Directed by Wendy Maples and Crystal Mercado
Self-Conchas is an original bilingual play for young audiences (ages 10 and up) about a San Diego we think we know and the San Diego we really live in. Meet Concha, Shelly, and Consuelo: three soon-to-be sixth graders in the South Bay. Separately, middle school seems like a scary thing to get through. Together, they discover it’s even harder to navigate middle school in 2018. Through an exploration of immigrant stories, changing hormones, and new friendships, Self-Conchas invites you into the San Diego that they grow into; the San Diego that feels like family.
Self-Conchas was developed in July 2018. Over the course of six weeks, middle school girls, LatinX voices, and female brains were invited to participate in a creative process that would entail script ideation, character development, and storyboarding which resulted in a fully realized script. All workshops, readings, and script facilitations were lead by Crystal Mercado and Wendy Maples, veterans of devising socially relevant work for young audiences.
photo by Rich Soublet
photo by Rich Soublet
Written & Directed by Catherine Hanna Schrock
Produced by Blake McCarty & Crystal Mercado
Inspired by a local teenager and her experiences as a Zimbabwean immigrant, Blindspot Collective and Bocón invited children and families to Safa’s Story, a new play in the style of Augusto Boal’s Forum Theatre. Safa is a fifth grader with a big imagination and an even bigger heart. Through music and storytelling inspired by Safa's African roots and American upbringing, audiences meet her caring mother, kind teacher, and energetic friends — as well as a new classmate who may be up to no good. Designed for young people to consider the complexities of difference and prejudice, Safa's Story initially ends in heartbreak before audiences embark on an empowering journey to change the ending of the play.
Written by Lisa Loomer
Directed by Crystal Mercado
BOCÓN follows Miguel, a big-mouthed boy on a magical and treacherous journey from his home in Central America across the border of lights into the United States. With his guitar in hand, a Quetzal feather to protect him, and the unlikely friendship of La Llorona, Miguel inspires audiences of all ages to find their voice and to tell their unique story proudly.
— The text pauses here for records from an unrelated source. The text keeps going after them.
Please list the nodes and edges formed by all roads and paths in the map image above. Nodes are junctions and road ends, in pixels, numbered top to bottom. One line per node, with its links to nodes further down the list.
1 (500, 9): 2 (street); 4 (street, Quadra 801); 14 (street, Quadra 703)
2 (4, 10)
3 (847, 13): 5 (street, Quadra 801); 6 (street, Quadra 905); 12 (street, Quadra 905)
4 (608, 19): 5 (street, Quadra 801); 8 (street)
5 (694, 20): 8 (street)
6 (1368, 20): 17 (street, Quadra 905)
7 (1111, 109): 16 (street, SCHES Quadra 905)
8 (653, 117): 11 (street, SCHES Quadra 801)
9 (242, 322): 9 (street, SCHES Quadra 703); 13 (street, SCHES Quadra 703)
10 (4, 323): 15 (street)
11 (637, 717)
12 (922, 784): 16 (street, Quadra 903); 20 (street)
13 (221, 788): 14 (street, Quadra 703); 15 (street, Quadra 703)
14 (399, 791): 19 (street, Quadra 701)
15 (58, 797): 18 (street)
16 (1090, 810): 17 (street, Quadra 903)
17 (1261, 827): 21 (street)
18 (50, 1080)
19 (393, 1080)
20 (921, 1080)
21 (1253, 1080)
Director Crystal Mercado illuminates the necessity of this piece, “In a time when immigrants are being targeted by our administration, fears of raids on undocumented people, and concerns about unaccompanied minors crossing borders to go to schools, it is more important than ever to tell and hear these stories, and remember that we are a nation of immigrants. These children are our children, they are our students, they are our community members, and this is our country’s story.”